First, there’s the picture: pop star Justin Timberlake, sopping wet, striking a quasi-Springsteen pose with a guitar. (Let’s hope the boy owns that guitar, because all that water will ruin it.) Does he even play guitar?

Then, there’s Rolling Stone’s bold proclamation that Timberlake — once just “that one dude from N’Sync” — is now “the New King of Sex.”

Finally, the self-declared dean of rock critics — Robert Christgau — reviews Timberlake’s new album “FutureSex/LoveSounds” with the words: “He knows more about sex than you do, and when he talks about whips he doesn’t mean cars.”

Justin Timberlake — King of Sex? I know young Justin is a fixture on People’s Sexiest Men Alive list (a list which has, in past, featured Nick Nolte). I know his hit single “SexyBack” is rife with junior-league, vanilla perversion references like “You see these shackles, baby? I’m your slave / I’ll let you whip me when I misbehave.”

But — for real? Must the men of this world bow down and let this usurper take the throne? Must we simply allow Timberlake unquestioned dominion over the fantasy lives of post-adolescent girls, gay guys and three-quarters of “The View?” Must we simply accept that while previous generations could look to, say, Clark Gable or Elvis or Barry White as the exemplar of male hotness, we’re stuck with a former Mouseketeer?

I say no.

I say, if Timberlake is the so-called “King of Sex,” it’s time for a peasant revolt! We can do better than this. Somewhere out there, the real King of Sex awaits his (or … her?) coronation.
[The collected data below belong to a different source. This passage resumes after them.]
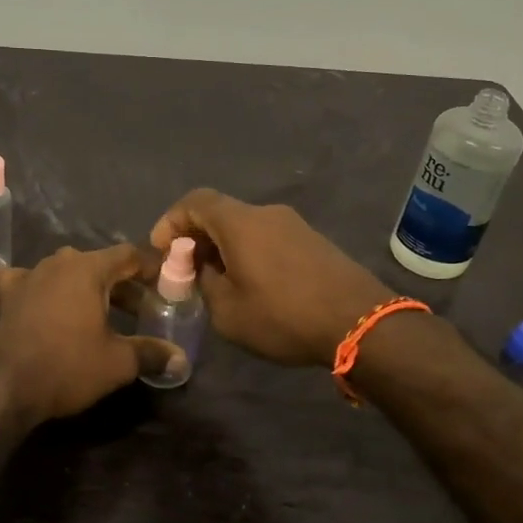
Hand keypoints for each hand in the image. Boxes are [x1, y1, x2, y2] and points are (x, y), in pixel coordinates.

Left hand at [0, 244, 184, 423]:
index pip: (128, 254)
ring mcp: (29, 276)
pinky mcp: (7, 295)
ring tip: (100, 311)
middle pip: (98, 263)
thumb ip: (151, 353)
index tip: (165, 283)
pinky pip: (28, 281)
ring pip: (65, 271)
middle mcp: (58, 263)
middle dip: (121, 283)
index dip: (150, 267)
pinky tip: (42, 301)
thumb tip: (180, 359)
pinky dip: (40, 288)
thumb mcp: (118, 362)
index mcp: (88, 268)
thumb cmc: (68, 366)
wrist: (5, 386)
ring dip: (85, 286)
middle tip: (140, 309)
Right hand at [150, 189, 392, 365]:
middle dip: (196, 238)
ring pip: (245, 227)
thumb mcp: (227, 311)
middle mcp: (266, 213)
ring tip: (218, 282)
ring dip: (224, 247)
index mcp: (240, 222)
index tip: (162, 250)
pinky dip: (249, 252)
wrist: (360, 322)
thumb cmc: (283, 315)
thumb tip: (203, 269)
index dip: (172, 221)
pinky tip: (252, 284)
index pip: (195, 201)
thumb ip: (205, 283)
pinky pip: (268, 238)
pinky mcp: (313, 241)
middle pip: (221, 213)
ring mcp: (294, 225)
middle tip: (186, 270)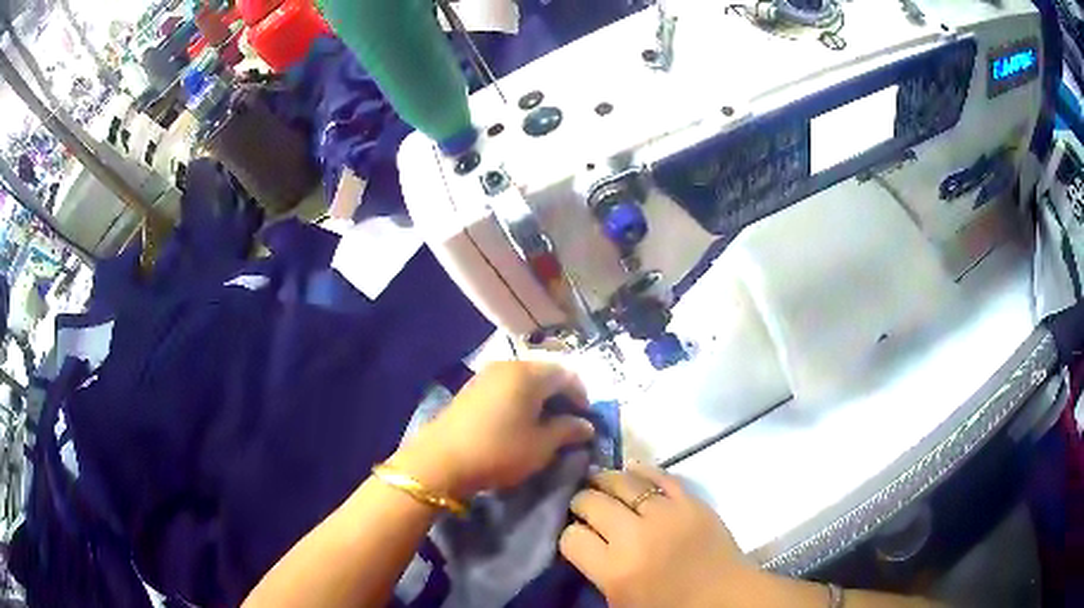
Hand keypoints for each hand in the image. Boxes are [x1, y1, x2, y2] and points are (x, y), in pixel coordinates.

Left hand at [391, 361, 595, 498]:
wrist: (440, 461)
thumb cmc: (499, 451)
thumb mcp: (541, 446)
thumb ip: (568, 431)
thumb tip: (586, 426)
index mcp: (529, 374)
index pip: (568, 375)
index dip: (582, 397)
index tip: (585, 422)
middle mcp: (508, 366)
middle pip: (545, 374)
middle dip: (561, 397)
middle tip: (567, 425)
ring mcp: (485, 375)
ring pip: (524, 381)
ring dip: (539, 400)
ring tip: (543, 427)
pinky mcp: (470, 389)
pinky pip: (505, 388)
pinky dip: (519, 401)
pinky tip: (517, 424)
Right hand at [560, 463, 757, 607]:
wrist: (724, 599)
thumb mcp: (619, 602)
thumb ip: (597, 571)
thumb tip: (584, 540)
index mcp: (614, 570)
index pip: (572, 537)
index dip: (570, 535)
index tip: (577, 536)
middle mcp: (635, 537)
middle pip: (592, 503)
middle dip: (582, 502)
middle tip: (583, 506)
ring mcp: (666, 514)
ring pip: (623, 483)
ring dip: (605, 480)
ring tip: (599, 482)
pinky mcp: (691, 502)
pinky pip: (661, 476)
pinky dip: (642, 470)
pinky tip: (631, 470)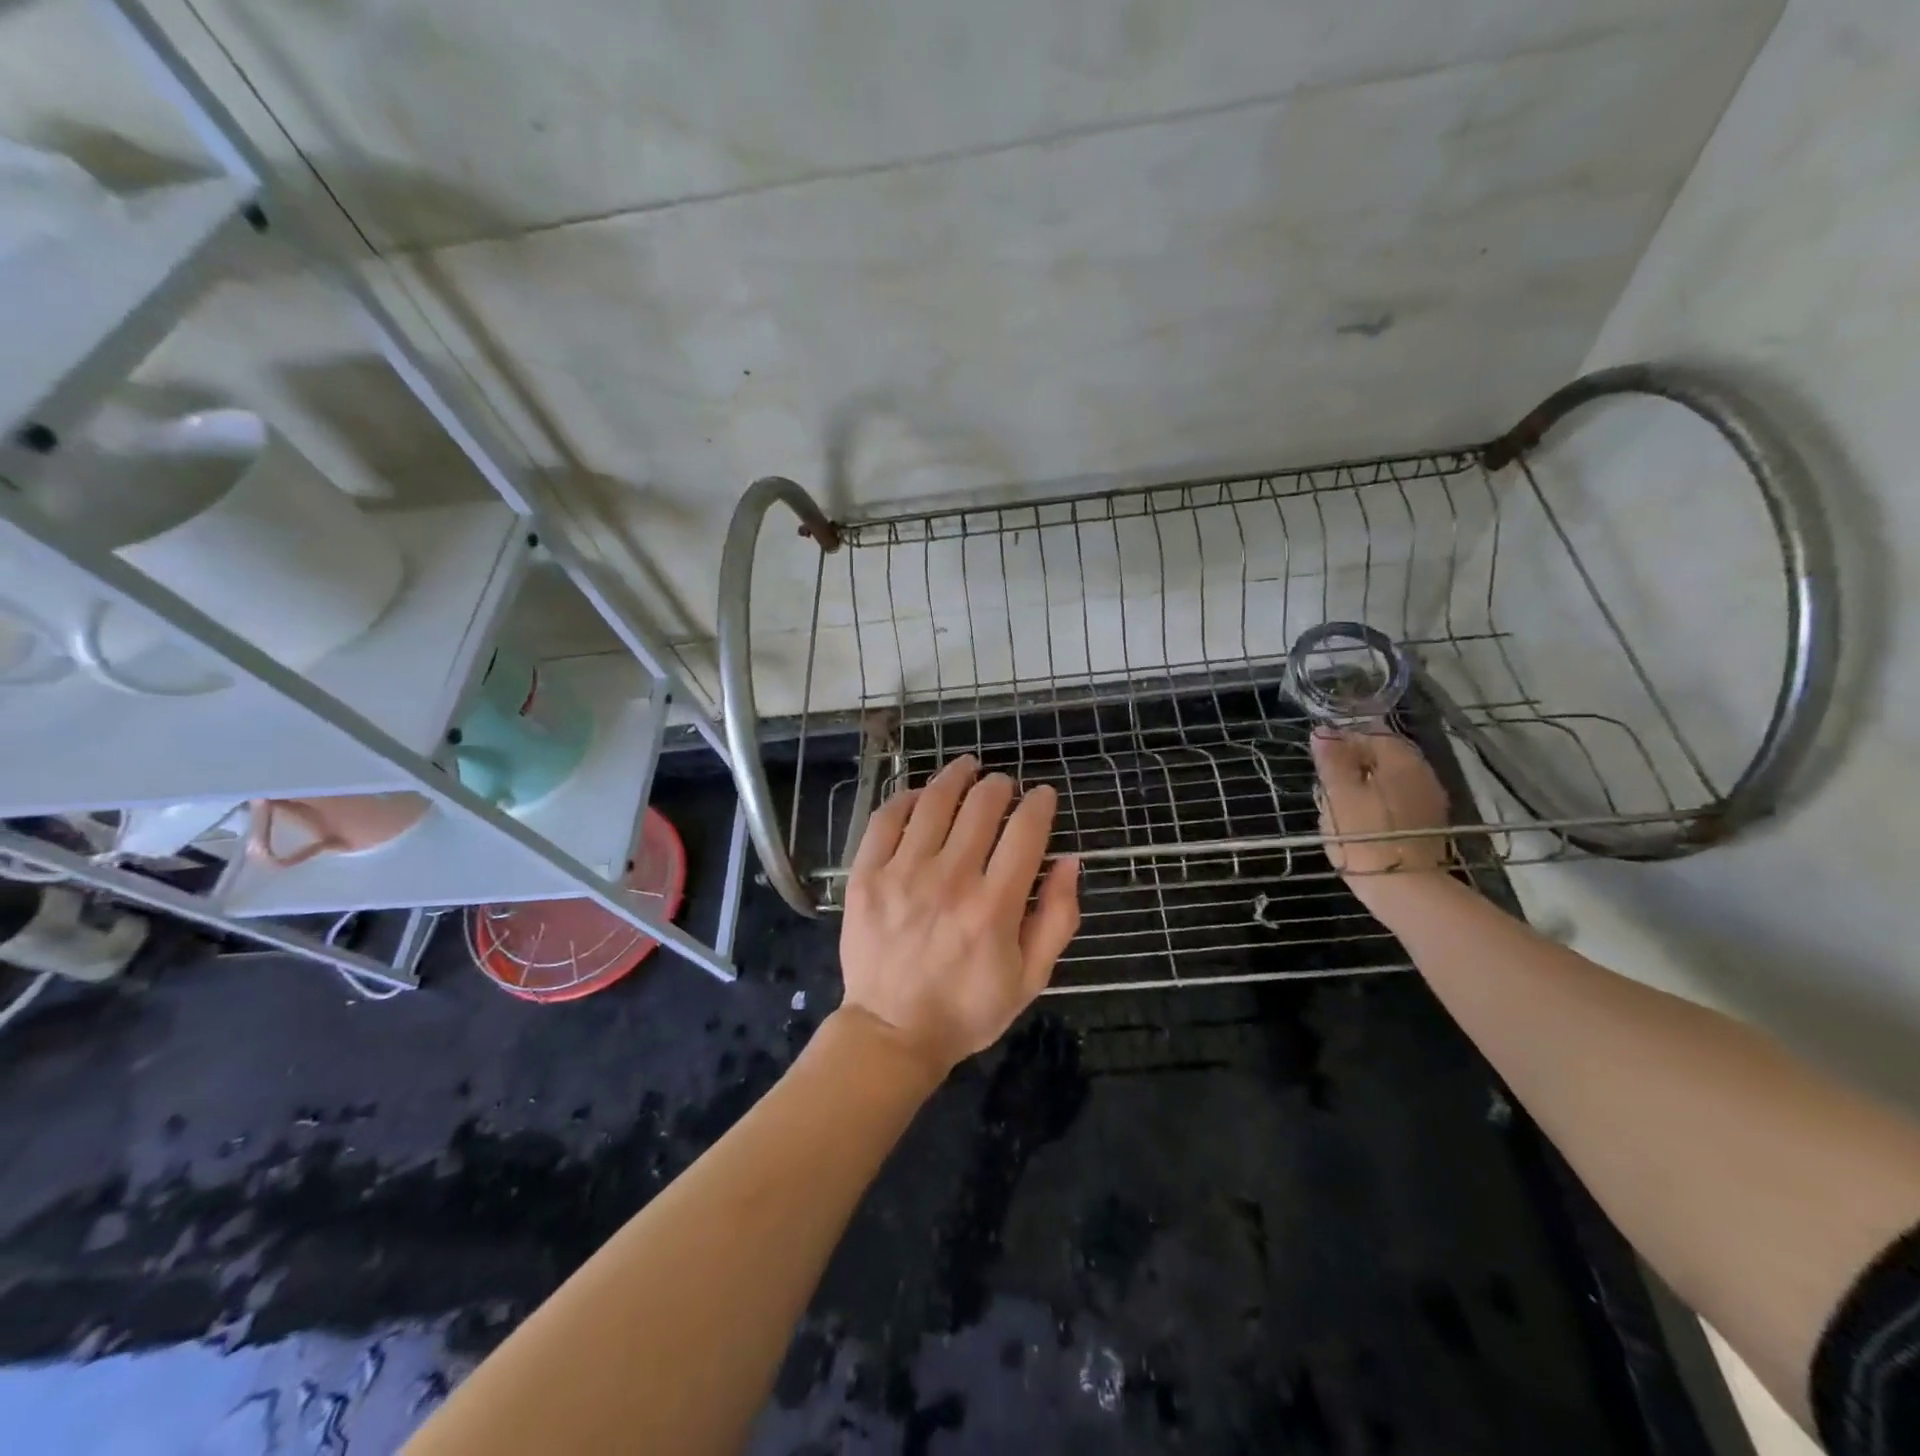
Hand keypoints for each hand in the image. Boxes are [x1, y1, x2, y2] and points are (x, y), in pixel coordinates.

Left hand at [839, 755, 1080, 1077]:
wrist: (892, 1032)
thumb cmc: (968, 1009)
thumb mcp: (1031, 978)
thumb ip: (1058, 918)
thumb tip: (1069, 861)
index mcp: (995, 907)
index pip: (1025, 832)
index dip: (1039, 804)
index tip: (1043, 796)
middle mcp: (950, 881)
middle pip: (981, 807)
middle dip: (999, 786)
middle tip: (1003, 785)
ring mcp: (903, 875)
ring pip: (935, 803)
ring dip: (956, 777)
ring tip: (967, 768)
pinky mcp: (867, 877)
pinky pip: (886, 820)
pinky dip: (907, 798)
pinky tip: (921, 795)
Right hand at [1310, 728, 1452, 899]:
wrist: (1406, 890)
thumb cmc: (1366, 837)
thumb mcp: (1339, 795)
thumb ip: (1332, 761)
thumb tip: (1323, 732)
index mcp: (1402, 761)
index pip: (1370, 736)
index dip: (1341, 745)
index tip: (1319, 765)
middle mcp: (1422, 774)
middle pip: (1381, 761)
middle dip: (1351, 770)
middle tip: (1326, 791)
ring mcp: (1429, 802)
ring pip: (1387, 784)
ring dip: (1362, 791)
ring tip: (1338, 812)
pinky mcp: (1427, 827)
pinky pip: (1396, 805)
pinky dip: (1375, 809)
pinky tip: (1358, 827)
If you wish to join the noble crusade to strip Timberlake of his ill-begotten crown, examine these candidates:

Nick Cave

Oh, so Timberlake thinks he writes some hot lyrics? This dark Australian post-punk balladeer’s sauciest rhymes would cause the family publication you’re reading now to auto-combust if we reproduced them here. Cave is a far more qualified romantic field general than Timberlake.

The drawbacks: Skinny; wears creepy suits (but some people are into that sort of thing.)

Camille Paglia

Can a woman be King of Sex? Hey, it’s the 21st century! Can an academic be King of Sex? In the case of Paglia — a fire-breathing self-described “feminist bisexual egomaniac,” who made her mark writing provocative essays about sex and gender relations — probably. (Anyway, if the answer’s “no,” you tell her, because I’m not gonna.)

It’s been nearly 20 years since Paglia scandalized old-school feminists and many others with her pro-porn, pro-getting-it-on essays. But she still has a certain something.

The drawbacks: The song is “Hot for Teacher,” not “Hot for Media Studies Professor.”

That dude from

Arctic Monkeys

His name is Alex Turner, actually, and his heavily accented confessions of zitty-faced, awkward encounters with the fair sex come a lot closer to reality than the fantasy-land bump of “SexyBack.”

The drawbacks: Judging by his lyrics, may be a virgin.

Billy Dee Williams

He’s Billy Dee Williams — what more needs to be said? Sure, he’s spent the past few years, um, acting in horror films alongside Snoop Dogg. But he’s Billy Dee Williams! He played Lando Calrissian! He’s the only person in history to make Colt .45 malt liquor sound sexy!

The drawbacks: Pushing 70 (not that there’s anything wrong with that).

Morrissey

Finally, consider the cross-over potential of a morose, ambiguously gay, supposedly once-celibate Brit. Who needs Justin Timberlake to “bring sexy back” when the pompadoured old man of New Wave has already summed up the global erotic situation:

“A double bed / And a stalwart lover for sure / These are the riches of the poor.”

The drawbacks: Though many of his fans remain waifs, Moz has packed on a few kilos in recent years despite being a vegan. In his defense, many of them are in his hair, however.